*** Opening of Supplied material ***

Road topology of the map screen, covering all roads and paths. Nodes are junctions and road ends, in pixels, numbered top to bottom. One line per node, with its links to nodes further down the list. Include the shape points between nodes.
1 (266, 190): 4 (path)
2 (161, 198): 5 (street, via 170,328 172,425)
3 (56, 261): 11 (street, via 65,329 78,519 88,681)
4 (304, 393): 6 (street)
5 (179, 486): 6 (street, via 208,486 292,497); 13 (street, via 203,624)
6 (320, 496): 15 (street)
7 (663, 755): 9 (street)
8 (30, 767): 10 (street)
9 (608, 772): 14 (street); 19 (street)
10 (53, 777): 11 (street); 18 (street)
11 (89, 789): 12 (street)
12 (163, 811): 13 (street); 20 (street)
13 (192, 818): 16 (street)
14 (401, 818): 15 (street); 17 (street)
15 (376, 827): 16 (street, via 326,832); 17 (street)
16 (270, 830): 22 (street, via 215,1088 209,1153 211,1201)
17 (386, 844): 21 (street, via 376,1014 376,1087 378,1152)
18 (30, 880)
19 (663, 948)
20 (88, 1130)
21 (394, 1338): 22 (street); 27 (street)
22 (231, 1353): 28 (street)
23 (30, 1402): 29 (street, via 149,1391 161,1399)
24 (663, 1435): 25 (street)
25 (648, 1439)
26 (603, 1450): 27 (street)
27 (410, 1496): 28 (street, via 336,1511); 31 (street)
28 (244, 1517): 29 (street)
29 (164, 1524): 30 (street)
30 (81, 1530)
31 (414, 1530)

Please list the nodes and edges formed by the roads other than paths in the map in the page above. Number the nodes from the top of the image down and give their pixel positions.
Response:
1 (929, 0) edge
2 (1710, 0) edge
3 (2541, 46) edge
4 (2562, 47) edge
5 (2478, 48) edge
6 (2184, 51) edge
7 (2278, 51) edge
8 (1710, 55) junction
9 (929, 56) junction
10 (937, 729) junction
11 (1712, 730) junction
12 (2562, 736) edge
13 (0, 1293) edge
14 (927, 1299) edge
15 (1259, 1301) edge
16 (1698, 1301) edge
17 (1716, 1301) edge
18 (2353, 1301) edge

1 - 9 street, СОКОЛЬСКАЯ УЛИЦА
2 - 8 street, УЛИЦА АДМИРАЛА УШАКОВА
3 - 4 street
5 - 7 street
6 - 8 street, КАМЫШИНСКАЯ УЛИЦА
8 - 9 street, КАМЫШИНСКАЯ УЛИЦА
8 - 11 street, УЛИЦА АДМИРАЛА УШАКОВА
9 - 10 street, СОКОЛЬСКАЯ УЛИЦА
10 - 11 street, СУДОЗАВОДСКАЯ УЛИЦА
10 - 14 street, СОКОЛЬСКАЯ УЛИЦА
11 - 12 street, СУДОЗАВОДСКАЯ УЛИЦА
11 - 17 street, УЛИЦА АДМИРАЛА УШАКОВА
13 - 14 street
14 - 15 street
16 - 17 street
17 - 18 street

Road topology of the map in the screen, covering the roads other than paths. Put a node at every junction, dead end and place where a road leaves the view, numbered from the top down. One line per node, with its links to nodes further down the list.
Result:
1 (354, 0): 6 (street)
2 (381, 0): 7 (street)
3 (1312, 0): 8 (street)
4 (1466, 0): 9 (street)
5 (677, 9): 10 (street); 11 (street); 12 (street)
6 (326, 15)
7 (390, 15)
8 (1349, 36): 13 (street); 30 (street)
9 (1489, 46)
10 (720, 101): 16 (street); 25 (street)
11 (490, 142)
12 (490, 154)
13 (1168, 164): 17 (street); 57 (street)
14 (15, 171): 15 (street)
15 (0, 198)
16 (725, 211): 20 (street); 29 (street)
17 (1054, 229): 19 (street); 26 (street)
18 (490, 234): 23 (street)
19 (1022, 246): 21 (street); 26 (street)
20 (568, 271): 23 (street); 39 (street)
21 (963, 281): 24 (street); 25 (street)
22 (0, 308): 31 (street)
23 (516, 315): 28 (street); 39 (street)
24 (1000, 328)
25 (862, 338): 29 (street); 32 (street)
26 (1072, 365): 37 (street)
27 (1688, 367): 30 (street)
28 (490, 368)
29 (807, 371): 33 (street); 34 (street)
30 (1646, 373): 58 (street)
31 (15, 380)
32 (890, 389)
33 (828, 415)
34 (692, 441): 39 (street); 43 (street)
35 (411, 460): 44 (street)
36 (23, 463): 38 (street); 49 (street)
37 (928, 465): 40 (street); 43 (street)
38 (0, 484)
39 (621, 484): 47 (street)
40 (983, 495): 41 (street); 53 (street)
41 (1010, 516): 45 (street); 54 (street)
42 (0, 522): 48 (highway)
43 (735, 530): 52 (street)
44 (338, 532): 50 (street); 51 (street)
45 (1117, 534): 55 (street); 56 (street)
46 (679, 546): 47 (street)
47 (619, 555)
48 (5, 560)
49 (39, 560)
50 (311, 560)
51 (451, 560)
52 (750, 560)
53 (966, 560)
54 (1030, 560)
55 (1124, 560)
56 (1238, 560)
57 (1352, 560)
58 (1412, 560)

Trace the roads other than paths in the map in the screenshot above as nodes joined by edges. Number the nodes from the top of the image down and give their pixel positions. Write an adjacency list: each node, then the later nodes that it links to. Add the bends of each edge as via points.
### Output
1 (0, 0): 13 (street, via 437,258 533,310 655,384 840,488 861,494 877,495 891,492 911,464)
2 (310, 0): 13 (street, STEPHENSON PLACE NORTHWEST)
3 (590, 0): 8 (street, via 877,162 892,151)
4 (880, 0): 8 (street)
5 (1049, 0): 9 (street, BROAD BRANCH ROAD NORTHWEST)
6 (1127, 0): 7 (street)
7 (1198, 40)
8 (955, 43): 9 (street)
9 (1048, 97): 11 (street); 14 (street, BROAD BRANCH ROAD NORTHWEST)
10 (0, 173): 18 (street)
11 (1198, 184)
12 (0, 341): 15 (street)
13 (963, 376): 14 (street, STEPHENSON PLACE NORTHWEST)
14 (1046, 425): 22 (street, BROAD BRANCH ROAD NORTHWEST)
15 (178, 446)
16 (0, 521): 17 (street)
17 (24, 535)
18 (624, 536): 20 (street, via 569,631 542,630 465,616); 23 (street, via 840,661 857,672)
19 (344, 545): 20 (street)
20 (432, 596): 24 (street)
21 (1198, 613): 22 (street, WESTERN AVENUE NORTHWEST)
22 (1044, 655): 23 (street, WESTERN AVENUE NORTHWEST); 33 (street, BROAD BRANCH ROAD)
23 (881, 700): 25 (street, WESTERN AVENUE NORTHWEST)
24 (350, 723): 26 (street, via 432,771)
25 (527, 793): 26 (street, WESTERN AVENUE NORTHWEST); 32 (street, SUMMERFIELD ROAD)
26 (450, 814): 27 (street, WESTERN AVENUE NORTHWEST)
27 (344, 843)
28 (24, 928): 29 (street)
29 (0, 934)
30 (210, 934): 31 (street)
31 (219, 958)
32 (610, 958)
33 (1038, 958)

*** Close of Supplied material ***

In the records above, which lines hold the string "topology"? Copy each one.

- Answer to this task:
Road topology of the map screen, covering all roads and paths. Nodes are junctions and road ends, in pixels, numbered top to bottom. One line per node, with its links to nodes further down the list. Include the shape points between nodes.
Road topology of the map in the screen, covering the roads other than paths. Put a node at every junction, dead end and place where a road leaves the view, numbered from the top down. One line per node, with its links to nodes further down the list.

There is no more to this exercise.